# [Task item]
Set the records down once more so that they match the source word for word.

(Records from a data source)
━━━━━━

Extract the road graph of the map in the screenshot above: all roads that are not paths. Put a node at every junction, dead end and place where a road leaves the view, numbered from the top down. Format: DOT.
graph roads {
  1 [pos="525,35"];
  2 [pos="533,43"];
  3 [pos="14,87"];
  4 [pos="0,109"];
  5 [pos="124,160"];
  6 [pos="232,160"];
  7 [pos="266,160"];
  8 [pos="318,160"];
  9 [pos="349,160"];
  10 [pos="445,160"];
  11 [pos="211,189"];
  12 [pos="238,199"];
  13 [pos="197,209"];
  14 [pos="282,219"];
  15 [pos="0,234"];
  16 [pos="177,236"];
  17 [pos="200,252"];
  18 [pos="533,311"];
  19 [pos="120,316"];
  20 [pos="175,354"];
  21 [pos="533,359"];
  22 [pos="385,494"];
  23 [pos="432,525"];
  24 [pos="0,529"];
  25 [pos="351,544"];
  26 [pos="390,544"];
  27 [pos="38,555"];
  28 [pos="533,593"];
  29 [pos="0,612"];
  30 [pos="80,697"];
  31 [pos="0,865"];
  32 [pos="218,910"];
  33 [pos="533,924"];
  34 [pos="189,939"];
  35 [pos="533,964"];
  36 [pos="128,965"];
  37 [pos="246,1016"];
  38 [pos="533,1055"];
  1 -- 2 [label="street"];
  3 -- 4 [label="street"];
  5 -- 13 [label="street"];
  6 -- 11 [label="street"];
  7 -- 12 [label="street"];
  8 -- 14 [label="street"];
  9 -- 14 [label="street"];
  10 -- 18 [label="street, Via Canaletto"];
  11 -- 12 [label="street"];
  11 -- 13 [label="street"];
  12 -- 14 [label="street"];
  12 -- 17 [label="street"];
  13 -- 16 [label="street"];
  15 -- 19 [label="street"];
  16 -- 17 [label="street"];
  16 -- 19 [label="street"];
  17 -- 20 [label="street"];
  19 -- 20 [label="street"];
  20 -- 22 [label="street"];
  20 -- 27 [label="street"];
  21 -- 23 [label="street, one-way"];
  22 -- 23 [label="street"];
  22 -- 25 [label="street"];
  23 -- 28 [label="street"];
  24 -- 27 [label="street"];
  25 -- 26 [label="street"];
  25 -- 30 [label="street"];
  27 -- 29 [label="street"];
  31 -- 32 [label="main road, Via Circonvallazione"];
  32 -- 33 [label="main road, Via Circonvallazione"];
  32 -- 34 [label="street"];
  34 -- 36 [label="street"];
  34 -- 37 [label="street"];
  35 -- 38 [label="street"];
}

━━━━━━

# [Finished task]
Extract the road graph of the map in the screenshot above: all roads that are not paths. Put a node at every junction, dead end and place where a road leaves the view, numbered from the top down. Format: DOT.
graph roads {
  1 [pos="525,35"];
  2 [pos="533,43"];
  3 [pos="14,87"];
  4 [pos="0,109"];
  5 [pos="124,160"];
  6 [pos="232,160"];
  7 [pos="266,160"];
  8 [pos="318,160"];
  9 [pos="349,160"];
  10 [pos="445,160"];
  11 [pos="211,189"];
  12 [pos="238,199"];
  13 [pos="197,209"];
  14 [pos="282,219"];
  15 [pos="0,234"];
  16 [pos="177,236"];
  17 [pos="200,252"];
  18 [pos="533,311"];
  19 [pos="120,316"];
  20 [pos="175,354"];
  21 [pos="533,359"];
  22 [pos="385,494"];
  23 [pos="432,525"];
  24 [pos="0,529"];
  25 [pos="351,544"];
  26 [pos="390,544"];
  27 [pos="38,555"];
  28 [pos="533,593"];
  29 [pos="0,612"];
  30 [pos="80,697"];
  31 [pos="0,865"];
  32 [pos="218,910"];
  33 [pos="533,924"];
  34 [pos="189,939"];
  35 [pos="533,964"];
  36 [pos="128,965"];
  37 [pos="246,1016"];
  38 [pos="533,1055"];
  1 -- 2 [label="street"];
  3 -- 4 [label="street"];
  5 -- 13 [label="street"];
  6 -- 11 [label="street"];
  7 -- 12 [label="street"];
  8 -- 14 [label="street"];
  9 -- 14 [label="street"];
  10 -- 18 [label="street, Via Canaletto"];
  11 -- 12 [label="street"];
  11 -- 13 [label="street"];
  12 -- 14 [label="street"];
  12 -- 17 [label="street"];
  13 -- 16 [label="street"];
  15 -- 19 [label="street"];
  16 -- 17 [label="street"];
  16 -- 19 [label="street"];
  17 -- 20 [label="street"];
  19 -- 20 [label="street"];
  20 -- 22 [label="street"];
  20 -- 27 [label="street"];
  21 -- 23 [label="street, one-way"];
  22 -- 23 [label="street"];
  22 -- 25 [label="street"];
  23 -- 28 [label="street"];
  24 -- 27 [label="street"];
  25 -- 26 [label="street"];
  25 -- 30 [label="street"];
  27 -- 29 [label="street"];
  31 -- 32 [label="main road, Via Circonvallazione"];
  32 -- 33 [label="main road, Via Circonvallazione"];
  32 -- 34 [label="street"];
  34 -- 36 [label="street"];
  34 -- 37 [label="street"];
  35 -- 38 [label="street"];
}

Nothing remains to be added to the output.